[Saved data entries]
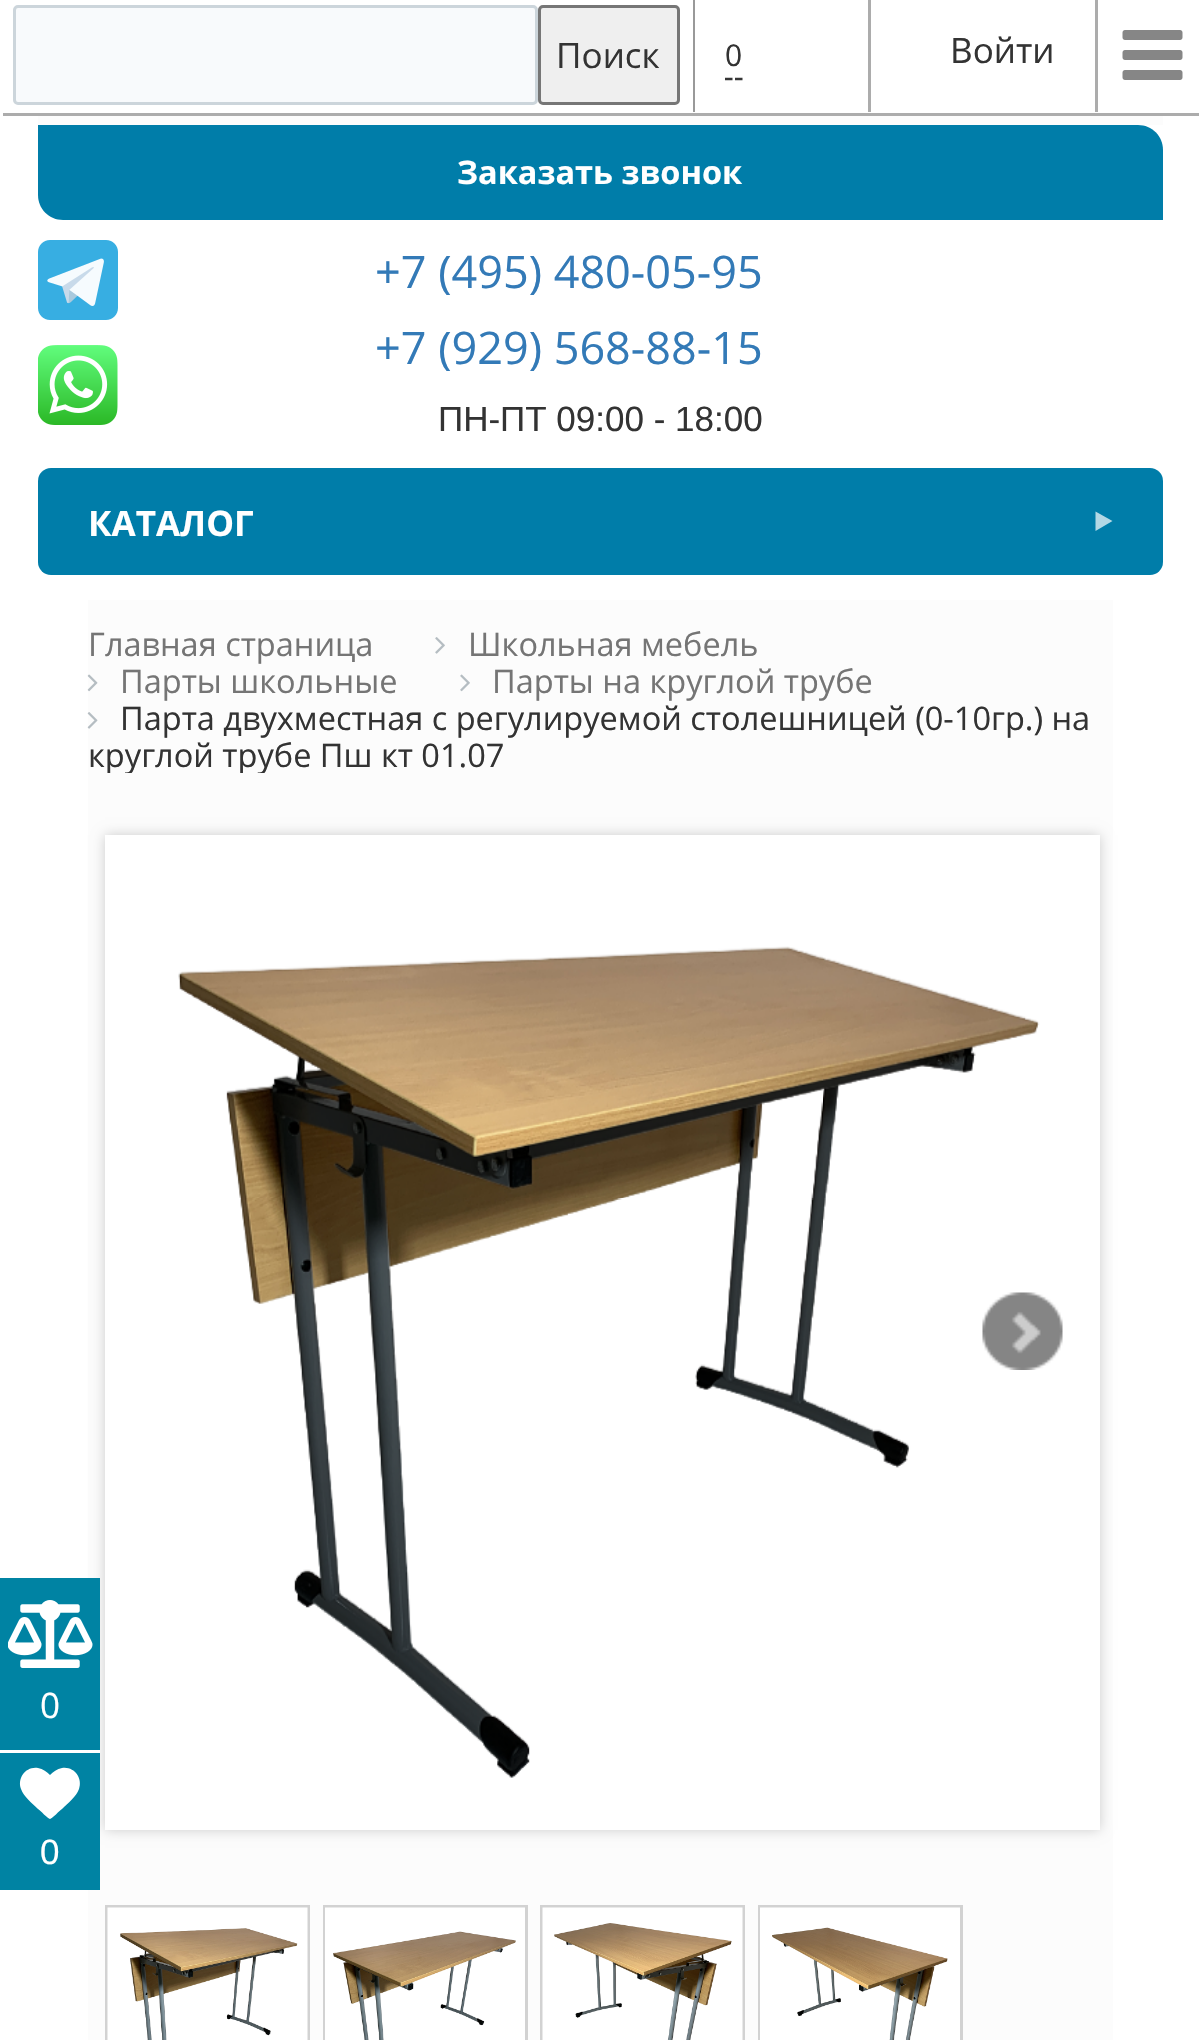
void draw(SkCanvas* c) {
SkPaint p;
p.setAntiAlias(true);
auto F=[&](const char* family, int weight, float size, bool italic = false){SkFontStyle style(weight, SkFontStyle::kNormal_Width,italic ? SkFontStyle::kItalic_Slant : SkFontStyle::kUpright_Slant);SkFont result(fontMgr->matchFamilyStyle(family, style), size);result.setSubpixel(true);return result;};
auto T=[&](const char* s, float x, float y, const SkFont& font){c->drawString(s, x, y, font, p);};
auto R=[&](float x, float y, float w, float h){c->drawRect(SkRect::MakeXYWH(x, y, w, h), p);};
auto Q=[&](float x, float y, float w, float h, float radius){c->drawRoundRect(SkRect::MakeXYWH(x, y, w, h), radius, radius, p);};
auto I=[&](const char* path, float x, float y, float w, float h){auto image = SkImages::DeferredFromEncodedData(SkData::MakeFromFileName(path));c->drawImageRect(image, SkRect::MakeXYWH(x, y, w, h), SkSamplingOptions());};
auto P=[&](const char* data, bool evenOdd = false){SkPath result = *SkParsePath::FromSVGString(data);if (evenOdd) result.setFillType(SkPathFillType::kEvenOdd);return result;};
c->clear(0xffffffff);
p.setColor(0xfffcfcfc);
R(38,116,1125,9);
p.setColor(0xffacacac);
R(3,113,1196,3);
p.setColor(0xff999999);
R(693,0,2,112);
p.setColor(0xfff8fafc);
c->drawRoundRect(SkRect::MakeXYWH(14.5,6.5,522,97),3.5,3.5,p);
p.setStroke(true);
p.setStrokeWidth(3);
p.setColor(0xffccd5db);
c->drawRoundRect(SkRect::MakeXYWH(14.5,6.5,522,97),3.5,3.5,p);
p.setStroke(false);
p.setColor(0xffefefef);
c->drawRoundRect(SkRect::MakeXYWH(539.5,6.5,139,97),3.5,3.5,p);
p.setStroke(true);
p.setColor(0xff767676);
c->drawRoundRect(SkRect::MakeXYWH(539.5,6.5,139,97),3.5,3.5,p);
auto f1 = F("Open Sans",400,35);
p.setStroke(false);
p.setColor(0xff333333);
T("Поиск",556,68,f1);
p.setColor(0xffacacac);
R(868,0,3,112);
p.setStroke(true);
p.setStrokeWidth(2.5);
p.setColor(0xff363636);
c->drawPath(P("M725 79h7.5m2.5 0h7.5"),p);
auto f2 = F("Open Sans",400,30);
p.setStroke(false);
p.setColor(0xff333333);
T("0",725,66,f2);
p.setColor(0xffacacac);
R(1095,0,3,112);
p.setColor(0xff333333);
T("Войти",950,63,f1);
p.setColor(0xff007da9);
c->drawPath(P("M38 125h1100c14 0 25 11 25 25v70h-1100c-14 0-25-11-25-25z"),p);
auto f3 = F("Open Sans",700,32.5);
p.setColor(0xffffffff);
T("Заказать звонок",457,184,f3);
I("1.png",38,240,80,80);
I("2.png",38,345,80,80);
auto f4 = F("Open Sans",400,45);
p.setColor(0xff337ab7);
T("+7 (495) 480-05-95",375,288,f4);
T("+7 (929) 568-88-15",375,364,f4);
auto f5 = F("Liberation Sans",400,35);
p.setColor(0xff333333);
T("ПН-ПТ 09:00 - 18:00",438,431,f5);
p.setColor(0xff007da9);
Q(38,468,1125,107,13);
auto f6 = F("Open Sans",700,35);
p.setColor(0xffffffff);
T("КАТАЛОГ",88,536,f6);
p.setColor(0xffb3d8e5);
c->drawPath(P("M1112.5 521l-17-9.5v19.5z"),p);
p.setColor(0xfffcfcfc);
R(88,600,1025,1440);
auto f7 = F("Open Sans",400,32.5);
p.setColor(0xff757575);
T("Главная страница",88,656,f7);
I("3.png",435,637,10,17);
T("Школьная мебель",468,656,f7);
I("4.png",87,674,11,18);
T("Парты школьные",120,693,f7);
I("5.png",460,674,10,18);
T("Парты на круглой трубе",492,693,f7);
I("6.png",87,712,11,17);
p.setColor(0xff333333);
T("Парта двухместная с регулируемой столешницей (0-10гр.) на",120,730,f7);
c->save();
c->clipRect(SkRect::MakeXYWH(50,625,1100,148));
T("круглой трубе Пш кт 01.07",88,767,f7);
c->restore();
p.setColor(0xffcccccc);
p.setMaskFilter(SkMaskFilter::MakeBlur(kNormal_SkBlurStyle, 6));
c->drawRect(SkRect::MakeXYWH(105,835,995,995),p);
p.setMaskFilter(nullptr);
p.setColor(0xffffffff);
R(105,835,995,995);
I("7.png",178,946,862,832);
I("8.png",982,1292,81,78);
p.setStroke(true);
p.setStrokeWidth(3);
p.setColor(0xffd2d2d2);
c->drawRect(SkRect::MakeXYWH(106.5,1906.5,202,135),p);
I("9.png",107,1907,201,133);
c->drawRect(SkRect::MakeXYWH(324.5,1906.5,202,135),p);
I("10.png",325,1907,200,133);
c->drawRect(SkRect::MakeXYWH(541.5,1906.5,202,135),p);
I("11.png",542,1907,201,133);
c->drawRect(SkRect::MakeXYWH(759.5,1906.5,202,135),p);
I("12.png",760,1907,200,133);
I("13.png",1122,30,61,50);
p.setStroke(false);
p.setColor(0xff0083a3);
R(0,1578,100,172);
I("14.png",8,1600,85,68);
p.setColor(0xffffffff);
T("0",40,1718,f1);
R(88,1750,12,3);
p.setColor(0xff0083a3);
R(0,1753,100,137);
p.setColor(0xffffffff);
c->drawPath(P("M50 1819c2 0 10-9 12-10c6-6 14-12 17-20c4-11-5-23-17-21c-5 1-9 4-12 7c-3-3-7-6-12-7c-12-2-21 10-17 21c3 8 11 14 17 20c2 1 10 10 12 10z"),p);
T("0",40,1864,f5);
}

[Work item]
Reproduce only the lines above spanning from the line containing "auto R=[&](float x, float" through the line containing "auto P=[&](const char*", word for word.

[Response area]
auto R=[&](float x, float y, float w, float h){c->drawRect(SkRect::MakeXYWH(x, y, w, h), p);};
auto Q=[&](float x, float y, float w, float h, float radius){c->drawRoundRect(SkRect::MakeXYWH(x, y, w, h), radius, radius, p);};
auto I=[&](const char* path, float x, float y, float w, float h){auto image = SkImages::DeferredFromEncodedData(SkData::MakeFromFileName(path));c->drawImageRect(image, SkRect::MakeXYWH(x, y, w, h), SkSamplingOptions());};
auto P=[&](const char* data, bool evenOdd = false){SkPath result = *SkParsePath::FromSVGString(data);if (evenOdd) result.setFillType(SkPathFillType::kEvenOdd);return result;};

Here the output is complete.